Administrators’ attention was deemed as another important factor for the respondents’ competence to undertake risk assessment. Encouragement and attention from chief executives of health administrative departments or CDCs can effectively improve the performance of employees [25], which is different from work requirements and risk assessment techniques, especially in the current context of the administrative management system in China.
In addition, the availability of risk surveillance data was perceived as the other factor impacting the risk assessment competence of public health emergency responders. Data monitored and collected timely by the respondents was premier to risk assessment [26]. According to abnormal changes in risk data under surveillance, CDC respondents can effectively detect early signs of public health risks as soon as possible and put forward relevant suggestions [27].
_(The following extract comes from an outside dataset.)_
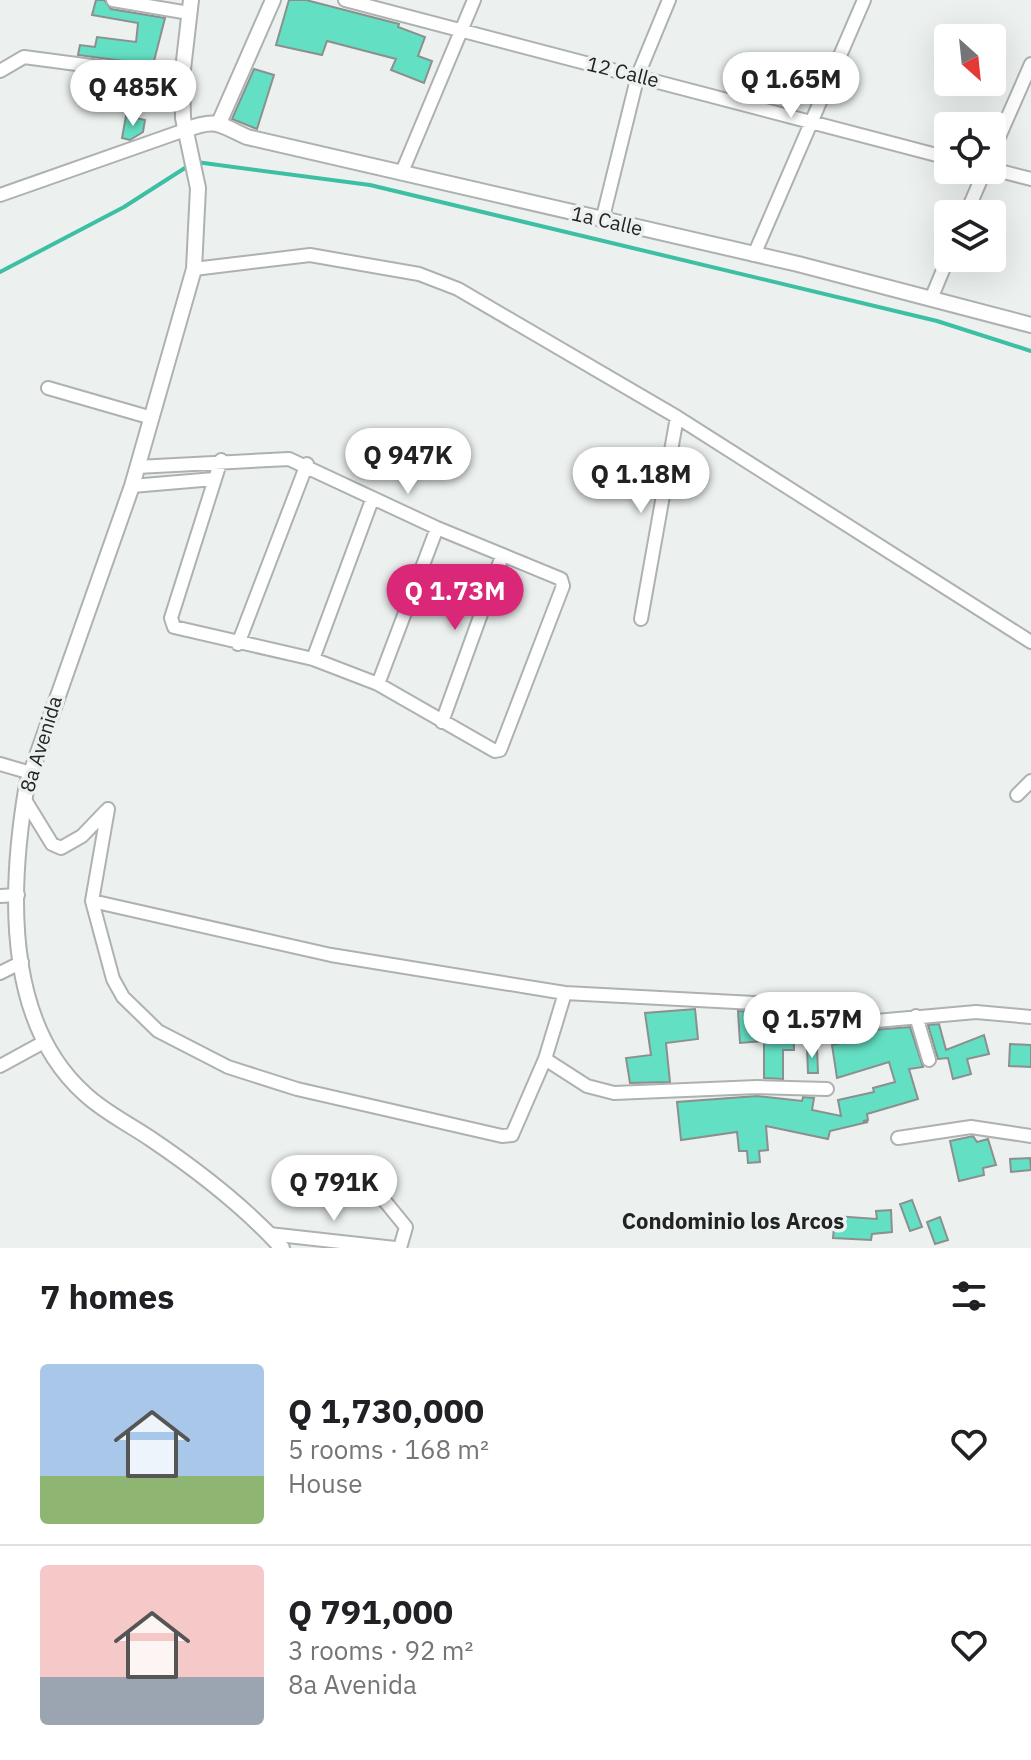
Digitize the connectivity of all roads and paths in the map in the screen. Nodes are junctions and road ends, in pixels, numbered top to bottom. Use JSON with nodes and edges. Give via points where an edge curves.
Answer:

This study has several limitations. The terminology and some questions associated with risk assessment may have caused unclear and vague responses from some participants, especially among those who lacked experience in risk assessment. However, the face-to-face survey made by trained surveyors minimized this potential bias. Due to limited resources, the survey was conducted only in Heilongjiang province; therefore, these findings cannot be generalized to other regions in China. Further studies are needed to develop a more comprehensive evaluation tool and enhance the risk assessment competence of public health emergency responders.
5. Conclusions
CDC respondents in Heilongjiang province revealed their own incompetence in risk assessment. Lack of experience in risk assessment, inadequate training, and little familiarity with risk assessment tools all had a significant impact on the weak competencies of CDC employees. Government financial support and administrative attention was regarded as the important factors contributing to the risk assessment competences of CDC responders. Higher attention should also be given to the availability of surveillance data. Strengthening risk assessment training, especially in the use of risk assessment tools and detailed operation of six key risk assessment processes, could be an effective approach to address these technical issues. Continuous efforts should be made to remove the financial and technical obstacles in order to improve the risk assessment competence of public health emergency responders.
Acknowledgments
This study was funded by Scientific Research of Ministry of Health of China (Grant No. 201002028), National High Technology Research and Development Program of China (Grant No. 2006AA02Z460) and Natural Science Foundation of China (Grant No. 71173064, 71473065).
Author Contributions
Jiejing Hao and Jiaojiao Ren participated in design of the research, conducted analysis of the data and drafted the manuscript, and contributed equally to this article. Qunhong Wu and Ning Ning were responsible for the overall design of the research, organized and conducted the survey, and designed the analysis frameworks. Yanhua Hao provided language help and contributed to the final revision. Hong Sun and Ding Ding took responsibility for the process of data collection and the accuracy of the data analysis.
Conflicts of Interest
The authors declare no conflict of interest.